To find out how much the pilot needs to reduce the thrust and lift in order for the plane to continue moving with the same velocity under the influence of the same air resistance after jettisoning 2850 N of fuel, we need to analyze the vertical and horizontal forces acting on the plane.

Let's break down the given information:
Weight of the plane (W) = 86500 N
Thrust of the engines (T) = 103000 N
Lift force (L) = 77412 N
Air resistance (R) = 64404 N
Change in fuel weight (F) = 2850 N

We are given that the plane is flying at an angle of 26.5° above the horizontal. Based on this information, we can divide the forces into vertical and horizontal components.

Vertical forces:
The weight of the plane acts vertically downwards.
W = 86500 N

The lift force acts perpendicular to the wings, which can be split into vertical and horizontal components.
Vertical component of lift force:
L_vertical = L * cos(26.5°)

Horizontal forces:
The thrust of the engines and air resistance act horizontally.
Thrust component:
T_horizontal = T * cos(26.5°)

Air resistance component:
R_horizontal = R

Now, let's calculate the initial total vertical force (F_v_initial) and the total horizontal force (F_h_initial) without considering the change in fuel weight:

Initial vertical force:
F_v_initial = W + L_vertical

Initial horizontal force:
F_h_initial = T_horizontal - R_horizontal

After jettisoning the fuel, the total weight of the plane reduces:
New weight of the plane:
W_new = W - F

Now, we can calculate the new vertical and horizontal forces (F_v_new and F_h_new) using the new weight of the plane:

New vertical force:
F_v_new = W_new + L_vertical

New horizontal force:
F_h_new = T_horizontal - R_horizontal

Since the plane needs to continue moving with the same velocity, the net vertical and horizontal forces should remain the same after jettisoning the fuel.

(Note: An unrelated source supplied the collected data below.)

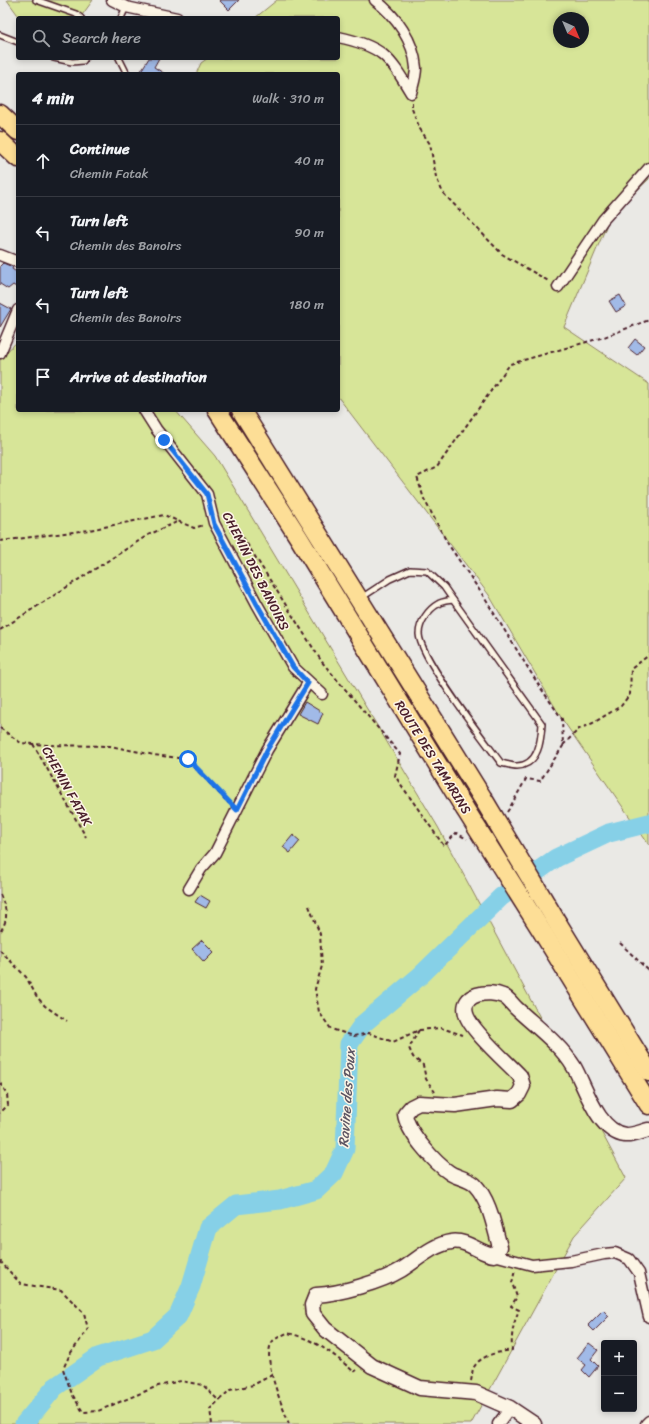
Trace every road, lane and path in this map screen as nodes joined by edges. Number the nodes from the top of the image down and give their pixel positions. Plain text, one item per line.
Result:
1 (36, 0) edge
2 (112, 0) edge
3 (375, 0) edge
4 (126, 7) junction
5 (78, 16) edge
6 (122, 16) edge
7 (166, 16) edge
8 (0, 35) edge
9 (340, 37) edge
10 (16, 41) edge
11 (63, 60) edge
12 (84, 60) edge
13 (120, 60) edge
14 (126, 72) edge
15 (412, 93) junction
16 (0, 114) edge
17 (16, 129) edge
18 (0, 141) edge
19 (16, 156) edge
20 (649, 168) edge
21 (0, 255) edge
22 (16, 261) edge
23 (558, 287) joint
24 (16, 315) edge
25 (649, 320) edge
26 (0, 353) edge
27 (145, 412) edge
28 (218, 412) edge
29 (242, 412) edge
30 (179, 521) junction
31 (214, 524) junction
32 (0, 541) edge
33 (358, 600) junction
34 (453, 600) junction
35 (0, 630) edge
36 (649, 655) edge
37 (308, 683) junction
38 (322, 694) dead end
39 (0, 728) edge
40 (33, 744) junction
41 (563, 746) junction
42 (237, 810) junction
43 (503, 814) dead end
44 (86, 837) dead end
45 (468, 839) dead end
46 (190, 889) dead end
47 (0, 894) edge
48 (309, 906) dead end
49 (0, 932) edge
50 (620, 943) dead end
51 (0, 950) edge
52 (649, 971) edge
53 (67, 1021) dead end
54 (419, 1030) junction
55 (465, 1037) dead end
56 (649, 1072) edge
57 (0, 1083) edge
58 (437, 1094) dead end
59 (649, 1104) edge
60 (0, 1113) edge
61 (648, 1130) edge
62 (494, 1256) junction
63 (0, 1261) edge
64 (517, 1262) junction
65 (649, 1317) edge
66 (368, 1363) junction
67 (272, 1375) junction
68 (465, 1392) junction
69 (218, 1400) junction
70 (510, 1408) junction
71 (649, 1421) edge
72 (212, 1424) edge
73 (290, 1424) edge
74 (498, 1424) edge
75 (534, 1424) edge
76 (646, 1424) edge

1 - 5 lane
2 - 4 street
3 - 15 street
4 - 6 lane
4 - 7 street
8 - 10 lane
9 - 15 street
11 - 12 lane
13 - 14 lane
15 - 23 path
16 - 17 highway
18 - 19 highway
20 - 23 street
21 - 22 street
24 - 26 street
25 - 41 path
27 - 31 street, CHEMIN DES BANOIRS
28 - 59 highway, ROUTE DES TAMARINS, bridge
29 - 33 highway, ROUTE DES TAMARINS
30 - 31 path
30 - 32 path
30 - 35 path
31 - 37 street, CHEMIN DES BANOIRS
31 - 45 path
33 - 34 lane
33 - 56 highway, ROUTE DES TAMARINS, bridge
34 - 34 lane
36 - 41 path
37 - 38 street, CHEMIN DES BANOIRS
37 - 42 street
39 - 40 path, CHEMIN FATAK
40 - 42 path, CHEMIN FATAK
40 - 44 path, CHEMIN FATAK
41 - 43 path
42 - 46 street
47 - 49 path
48 - 54 path
50 - 52 path
51 - 53 path
54 - 55 path
54 - 58 path
57 - 60 path
61 - 62 main road
62 - 64 street
62 - 66 main road
63 - 69 path
64 - 65 street
64 - 68 path
66 - 67 path
66 - 68 main road
67 - 69 path
67 - 73 path
68 - 70 main road
69 - 72 path
70 - 74 street
70 - 75 main road
71 - 76 street

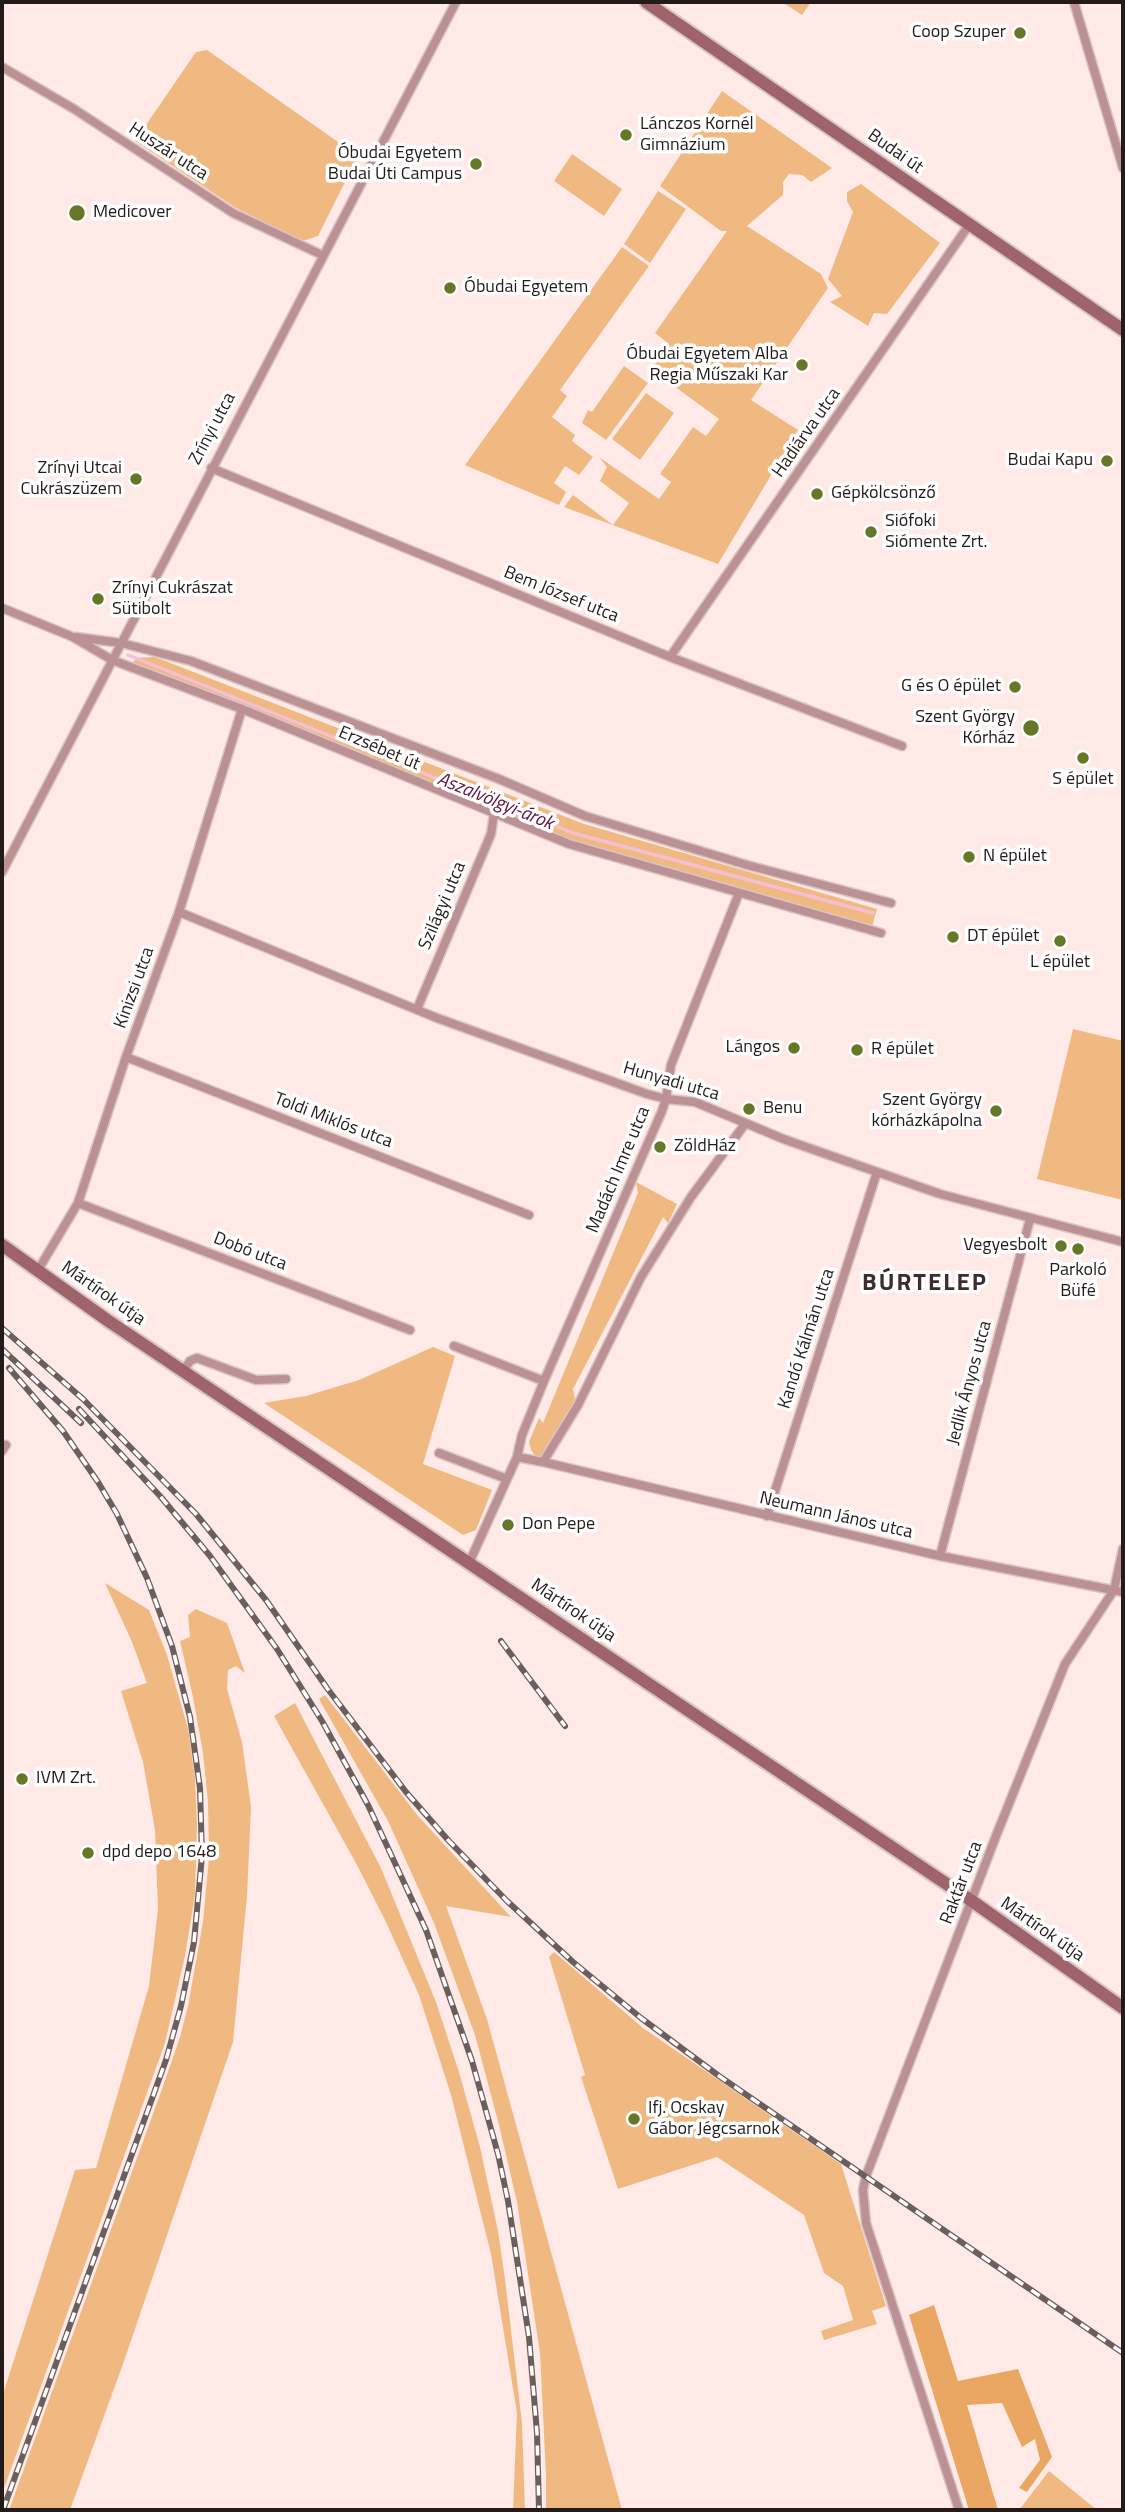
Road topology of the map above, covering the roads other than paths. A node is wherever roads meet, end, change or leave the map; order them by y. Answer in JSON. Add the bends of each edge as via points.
{"nodes":[{"id":1,"x":456,"y":2,"type":"edge"},
{"id":2,"x":646,"y":2,"type":"edge"},
{"id":3,"x":1074,"y":2,"type":"edge"},
{"id":4,"x":2,"y":67,"type":"edge"},
{"id":5,"x":1123,"y":168,"type":"edge"},
{"id":6,"x":969,"y":225,"type":"junction"},
{"id":7,"x":322,"y":255,"type":"junction"},
{"id":8,"x":1123,"y":330,"type":"edge"},
{"id":9,"x":211,"y":468,"type":"junction"},
{"id":10,"x":2,"y":608,"type":"edge"},
{"id":11,"x":73,"y":637,"type":"junction"},
{"id":12,"x":121,"y":643,"type":"junction"},
{"id":13,"x":670,"y":657,"type":"junction"},
{"id":14,"x":111,"y":660,"type":"junction"},
{"id":15,"x":242,"y":709,"type":"junction"},
{"id":16,"x":902,"y":746,"type":"dead end"},
{"id":17,"x":494,"y":814,"type":"junction"},
{"id":18,"x":2,"y":872,"type":"edge"},
{"id":19,"x":739,"y":893,"type":"junction"},
{"id":20,"x":891,"y":903,"type":"dead end"},
{"id":21,"x":179,"y":912,"type":"junction"},
{"id":22,"x":881,"y":933,"type":"dead end"},
{"id":23,"x":417,"y":1009,"type":"junction"},
{"id":24,"x":127,"y":1057,"type":"junction"},
{"id":25,"x":666,"y":1099,"type":"junction"},
{"id":26,"x":745,"y":1124,"type":"junction"},
{"id":27,"x":877,"y":1172,"type":"junction"},
{"id":28,"x":78,"y":1203,"type":"junction"},
{"id":29,"x":529,"y":1215,"type":"dead end"},
{"id":30,"x":1030,"y":1219,"type":"junction"},
{"id":31,"x":1123,"y":1242,"type":"edge"},
{"id":32,"x":2,"y":1245,"type":"edge"},
{"id":33,"x":38,"y":1270,"type":"junction"},
{"id":34,"x":410,"y":1330,"type":"dead end"},
{"id":35,"x":454,"y":1346,"type":"dead end"},
{"id":36,"x":183,"y":1371,"type":"junction"},
{"id":37,"x":286,"y":1379,"type":"dead end"},
{"id":38,"x":544,"y":1381,"type":"junction"},
{"id":39,"x":439,"y":1453,"type":"dead end"},
{"id":40,"x":517,"y":1457,"type":"junction"},
{"id":41,"x":543,"y":1462,"type":"junction"},
{"id":42,"x":507,"y":1479,"type":"junction"},
{"id":43,"x":767,"y":1516,"type":"junction"},
{"id":44,"x":1123,"y":1549,"type":"edge"},
{"id":45,"x":940,"y":1556,"type":"junction"},
{"id":46,"x":469,"y":1563,"type":"junction"},
{"id":47,"x":1114,"y":1590,"type":"junction"},
{"id":48,"x":1123,"y":1592,"type":"edge"},
{"id":49,"x":972,"y":1901,"type":"junction"},
{"id":50,"x":1123,"y":2008,"type":"edge"},
{"id":51,"x":959,"y":2510,"type":"edge"}],
"edges":[{"from":1,"to":7,"type":"street","name":"Zrínyi utca"},
{"from":2,"to":6,"type":"street","name":"Budai út"},
{"from":3,"to":5,"type":"street"},
{"from":4,"to":7,"type":"street","name":"Huszár utca","via":[[233,213]]},
{"from":6,"to":8,"type":"street","name":"Budai út"},
{"from":6,"to":13,"type":"street","name":"Hadiárva utca"},
{"from":7,"to":9,"type":"street","name":"Zrínyi utca"},
{"from":9,"to":12,"type":"street","name":"Zrínyi utca"},
{"from":9,"to":13,"type":"street","name":"Bem József utca"},
{"from":10,"to":11,"type":"street","name":"Erzsébet út"},
{"from":11,"to":12,"type":"street","name":"Erzsébet út"},
{"from":11,"to":14,"type":"street","name":"Erzsébet út"},
{"from":12,"to":14,"type":"street","name":"Zrínyi utca"},
{"from":12,"to":20,"type":"street","name":"Erzsébet út","via":[[191,661],[598,821]]},
{"from":13,"to":16,"type":"street","name":"Bem József utca"},
{"from":14,"to":15,"type":"street","name":"Erzsébet út"},
{"from":14,"to":18,"type":"street","name":"Zrínyi utca"},
{"from":15,"to":17,"type":"street","name":"Erzsébet út"},
{"from":15,"to":21,"type":"street","name":"Kinizsi utca"},
{"from":17,"to":19,"type":"street","name":"Erzsébet út","via":[[584,850]]},
{"from":17,"to":23,"type":"street","name":"Szilágyi utca","via":[[491,834]]},
{"from":19,"to":22,"type":"street","name":"Erzsébet út"},
{"from":19,"to":25,"type":"street","name":"Madách Imre utca","via":[[671,1065]]},
{"from":21,"to":23,"type":"street","name":"Hunyadi utca"},
{"from":21,"to":24,"type":"street","name":"Kinizsi utca"},
{"from":23,"to":25,"type":"street","name":"Hunyadi utca"},
{"from":24,"to":28,"type":"street","name":"Kinizsi utca"},
{"from":24,"to":29,"type":"street","name":"Toldi Miklós utca"},
{"from":25,"to":26,"type":"street","name":"Hunyadi utca","via":[[695,1102]]},
{"from":25,"to":38,"type":"street","name":"Madách Imre utca"},
{"from":26,"to":27,"type":"street","name":"Hunyadi utca"},
{"from":26,"to":41,"type":"street","via":[[691,1197],[641,1277],[578,1405]]},
{"from":27,"to":30,"type":"street","name":"Hunyadi utca"},
{"from":27,"to":43,"type":"street","name":"Kandó Kálmán utca"},
{"from":28,"to":33,"type":"street","name":"Kinizsi utca"},
{"from":28,"to":34,"type":"street","name":"Dobó utca"},
{"from":30,"to":31,"type":"street","name":"Hunyadi utca"},
{"from":30,"to":45,"type":"street","name":"Jedlik Ányos utca"},
{"from":32,"to":33,"type":"street","name":"Mártírok útja"},
{"from":33,"to":36,"type":"street","name":"Mártírok útja"},
{"from":35,"to":38,"type":"street"},
{"from":36,"to":37,"type":"street","via":[[197,1358],[256,1380]]},
{"from":36,"to":46,"type":"street","name":"Mártírok útja"},
{"from":38,"to":40,"type":"street","name":"Madách Imre utca"},
{"from":39,"to":42,"type":"street"},
{"from":40,"to":41,"type":"street"},
{"from":40,"to":42,"type":"street","name":"Madách Imre utca"},
{"from":41,"to":43,"type":"street","name":"Neumann János utca"},
{"from":42,"to":46,"type":"street","name":"Madách Imre utca"},
{"from":43,"to":45,"type":"street","name":"Neumann János utca"},
{"from":44,"to":47,"type":"street"},
{"from":45,"to":47,"type":"street","name":"Neumann János utca"},
{"from":46,"to":49,"type":"street","name":"Mártírok útja"},
{"from":47,"to":48,"type":"street","name":"Neumann János utca"},
{"from":47,"to":49,"type":"street","name":"Raktár utca","via":[[1065,1664]]},
{"from":49,"to":50,"type":"street","name":"Mártírok útja"},
{"from":49,"to":51,"type":"street","name":"Raktár utca","via":[[866,2176],[862,2198],[866,2223]]}]}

Setting up the equation for vertical forces:
F_v_initial = F_v_new

W + L_vertical = W_new + L_vertical

Since L_vertical appears on both sides, it cancels out. We can simplify the equation:

W = W_new

Substituting the values, we have:

86500 N = W_new

Therefore, the weight of the plane remains the same after jettisoning the fuel.

Setting up the equation for horizontal forces:
F_h_initial = F_h_new

T_horizontal - R_horizontal = T_horizontal - R

Since T_horizontal appears on both sides, we can simplify the equation:

-R_horizontal = -R

Since -R is a constant, we can conclude that the air resistance does not change after jettisoning the fuel.

Now, let's answer the given questions:

(a) To find out how much the pilot needs to reduce the thrust (T), we can calculate the difference between the initial thrust and the horizontal component of thrust without considering the change in fuel weight:

Thrust reduction:
T_reduction = T_horizontal_initial - T_horizontal_new

Since the horizontal component of thrust remains the same:
T_reduction = T_horizontal - T_horizontal

Therefore, the pilot does not need to reduce the thrust.

(b) Since the lift force does not change after jettisoning the fuel, the pilot does not need to reduce the lift. Therefore, the reduction in lift force is 0 N.

To summarize:
(a) The pilot does not need to reduce the thrust.
(b) There is no reduction in lift force.